[Task brief]
Note how many lines in the following material mention "index", then give that number by itself.

[Records provided]
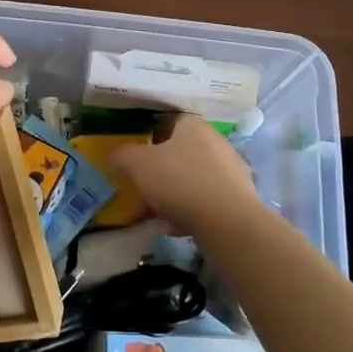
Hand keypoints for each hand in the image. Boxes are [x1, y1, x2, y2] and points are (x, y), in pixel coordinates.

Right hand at [111, 114, 262, 235]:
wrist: (228, 221)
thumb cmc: (179, 181)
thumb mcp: (139, 165)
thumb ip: (123, 155)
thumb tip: (113, 153)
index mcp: (192, 126)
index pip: (167, 123)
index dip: (148, 140)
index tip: (135, 159)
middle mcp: (215, 141)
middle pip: (179, 154)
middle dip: (159, 173)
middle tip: (143, 190)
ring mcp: (230, 170)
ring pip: (191, 179)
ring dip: (172, 196)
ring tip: (156, 215)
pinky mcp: (239, 198)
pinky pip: (206, 200)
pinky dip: (190, 211)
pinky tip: (177, 228)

[Response area]
4